Метрдотель, не собираясь спорить, протянул Марку три помятые десятки. А сонные путешественники приходили в себя с трудом, капризничали. Пришлось заказать им по добавочной порции кофе и развлечь баснословными обещаниями, вроде того, что это "самый интересный город на нашем маршруте". Самаркандские сюрпризы, надо сказать, начинались уже на дворе гостиницы, где красовался каменный дракон с задранной головой, метра в три длиною. "И драконы будут,-тараторил Марк,- и музей, и могила Тамерлана, и раскопки... А в подвале, между прочим, отличный валютный бар..."
В гостиничном холле, неподалеку от витрины местной "Березки" предлагавшей халаты, пиалы и сиротливый, покрытый пылью транзисторный приемник, почитывал в кресле "Правду" русский парень лет двадцати шести. Обильные багровые прыщи несколько портили его вытянутую, но в остальном довольно правильную физиономию.
- Привет, Опенкин,-не удержался Марк.
- Иди, куда шел!
- Нехорошо забывать старых друзей. Месяц назад ты со мной не поздоровался, теперь снова. Нехорошо.
Злобно сложив газету, парень позеленел, потом побагровел, потом почему-то покосился на вытертые джинсы Марка и пересел подальше. Клэр, видевшая эту сцену, принялась расспрашивать Марка, и тот по выходе на улицу в лицах рассказал ей историю, приключившуюся с ним в этой гостинице прошлым летом.
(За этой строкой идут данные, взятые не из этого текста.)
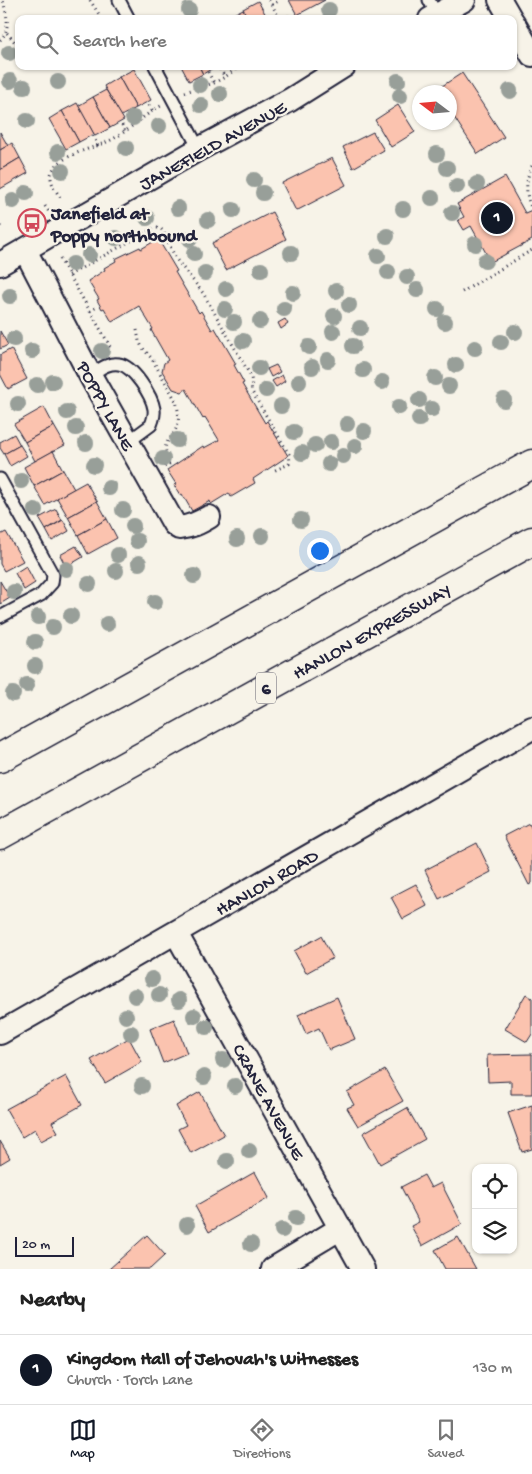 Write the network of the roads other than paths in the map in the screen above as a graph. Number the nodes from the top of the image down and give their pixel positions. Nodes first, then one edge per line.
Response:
1 (119, 0) edge
2 (464, 0) edge
3 (500, 0) edge
4 (432, 11) edge
5 (127, 15) edge
6 (509, 15) edge
7 (517, 29) edge
8 (532, 55) edge
9 (157, 70) edge
10 (338, 70) edge
11 (199, 149) junction
12 (25, 250) junction
13 (0, 264) edge
14 (90, 375) junction
15 (128, 442) junction
16 (532, 464) edge
17 (0, 478) edge
18 (209, 517) dead end
19 (532, 541) edge
20 (0, 617) edge
21 (532, 728) edge
22 (0, 758) edge
23 (0, 835) edge
24 (176, 933) junction
25 (0, 1033) edge
26 (341, 1228) junction
27 (273, 1269) edge
28 (362, 1269) edge

1 - 5 lane
2 - 4 street
3 - 6 street
7 - 8 street
9 - 11 lane
10 - 11 street, JANEFIELD AVENUE
11 - 12 street, JANEFIELD AVENUE
12 - 13 street, JANEFIELD AVENUE
12 - 14 street, POPPY LANE
14 - 15 street, POPPY LANE
14 - 15 lane
15 - 18 street, POPPY LANE
16 - 22 highway
17 - 20 lane
19 - 23 highway, HANLON EXPRESSWAY / 6
21 - 24 street, HANLON ROAD
24 - 25 street, HANLON ROAD
24 - 26 street, CRANE AVENUE
26 - 27 street
26 - 28 street, CRANE AVENUE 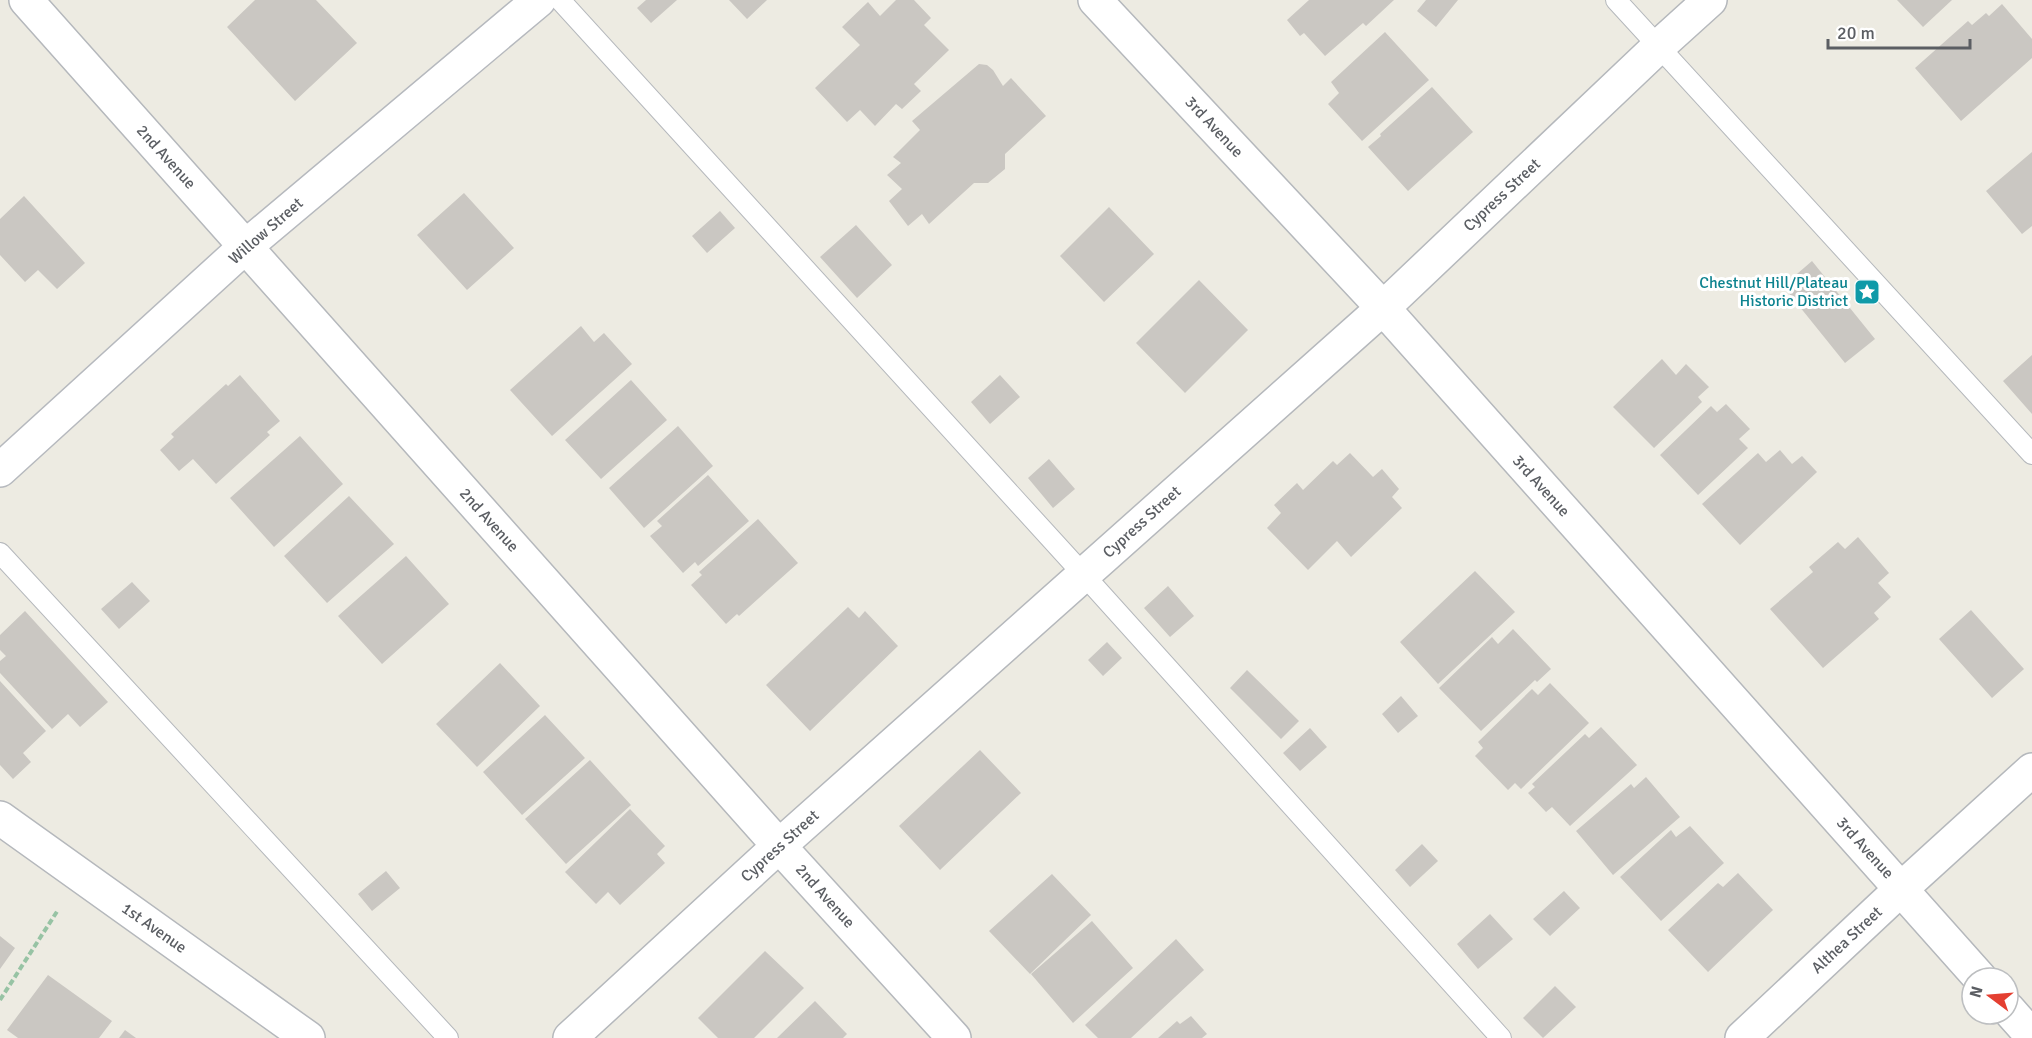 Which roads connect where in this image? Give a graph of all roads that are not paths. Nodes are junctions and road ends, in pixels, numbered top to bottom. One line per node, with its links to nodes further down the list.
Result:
1 (26, 0): 8 (street, 2nd Avenue)
2 (539, 0): 8 (street, Willow Street)
3 (560, 0): 13 (lane)
4 (1095, 0): 9 (street, 3rd Avenue)
5 (1616, 0): 7 (lane)
6 (1710, 0): 7 (street, Cypress Street)
7 (1658, 47): 9 (street, Cypress Street); 10 (lane)
8 (245, 247): 11 (street, Willow Street); 16 (street, 2nd Avenue)
9 (1383, 308): 13 (street, Cypress Street); 17 (street, 3rd Avenue)
10 (2032, 454)
11 (0, 470)
12 (0, 553): 22 (lane)
13 (1083, 574): 16 (street, Cypress Street); 25 (lane)
14 (2032, 770): 17 (street, Althea Street)
15 (0, 818): 21 (street, 1st Avenue)
16 (779, 846): 23 (street, Cypress Street); 24 (street, 2nd Avenue)
17 (1901, 888): 18 (street, 3rd Avenue); 26 (street, Althea Street)
18 (1969, 966)
19 (2020, 1022): 20 (street)
20 (2032, 1036)
21 (308, 1038)
22 (448, 1038)
23 (570, 1038)
24 (954, 1038)
25 (1501, 1038)
26 (1742, 1038) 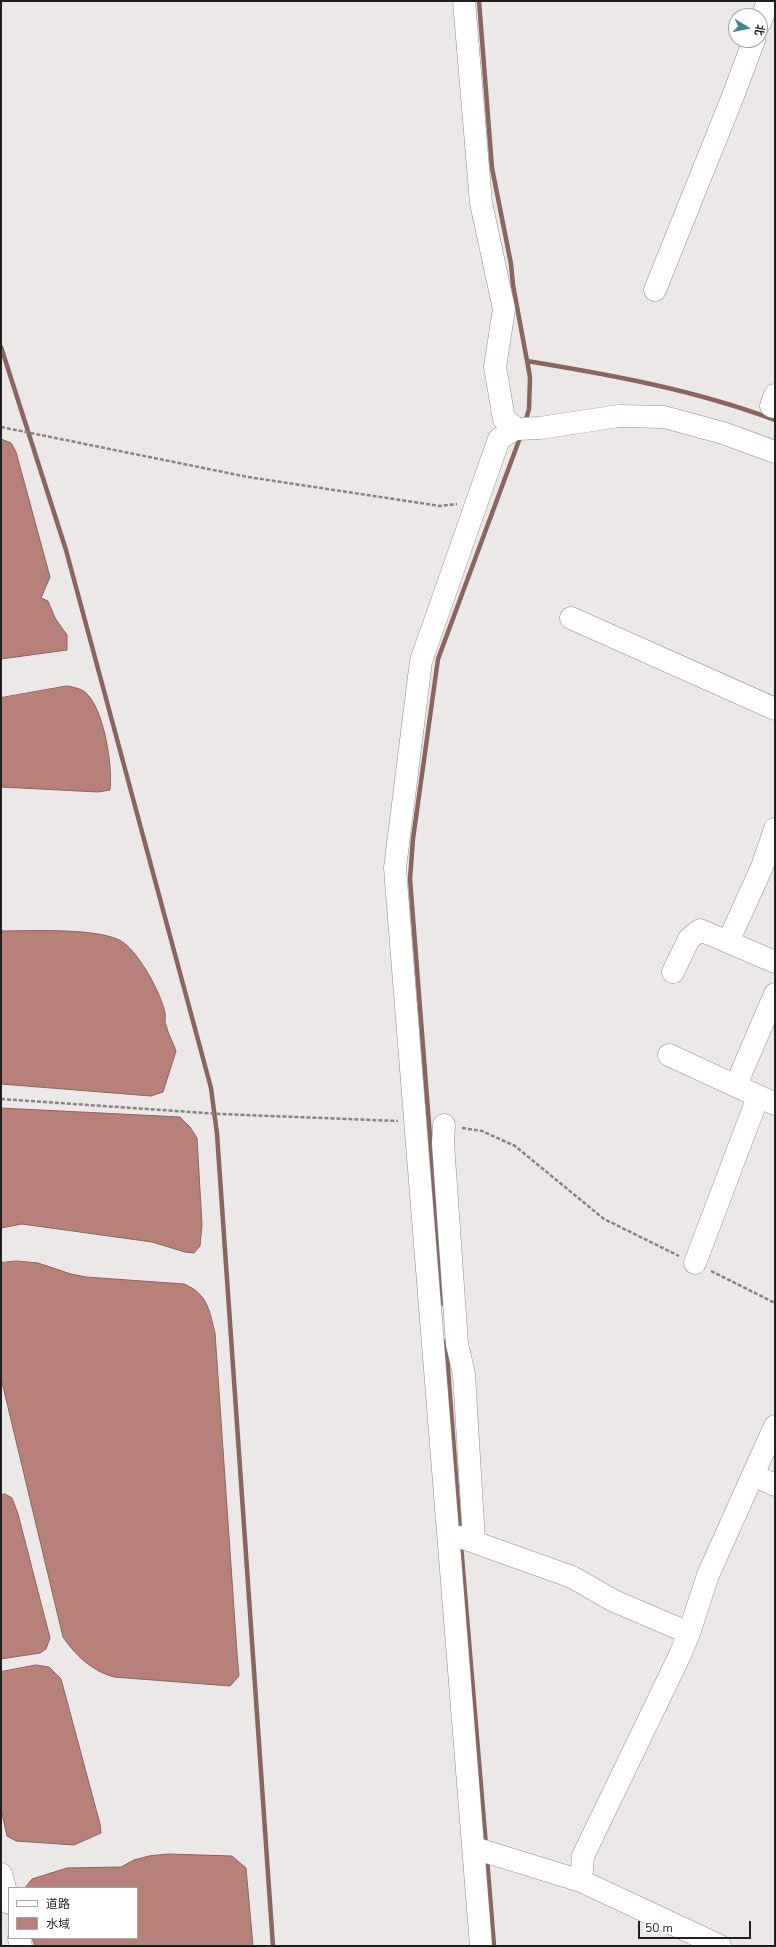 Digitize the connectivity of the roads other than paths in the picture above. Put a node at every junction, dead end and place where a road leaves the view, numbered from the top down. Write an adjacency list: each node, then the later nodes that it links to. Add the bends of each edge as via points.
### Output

Опенкин, в то время еще практикант понятно чего, изловил Марка, листавшего журнал "Звезда Востока", и отвел его под белы руки в подобие гостиничного номера, но с решетками на окнах и портретом Дзержинского на стене.
- Вам известно, что у нас режимная гостиница? - спросил он грозно. - Это в каком смысле? - Здесь останавливаются иностранцы.
- Ну и что?
- А то! Вы здесь проживаете? Документы!
Марк протянул ему паспорт.
- Так вы еще и из Москвы! Командировочное удостоверение есть? Нету? А чем ты занимался в холле?
- Журнал читал.
- Сказок мне только не рассказывай!-вскипел прыщавый. Затягивать забавную игру времени не было. К тому же Марк слишком отчетливо представлял себе невыразимое наслаждение следующих минут.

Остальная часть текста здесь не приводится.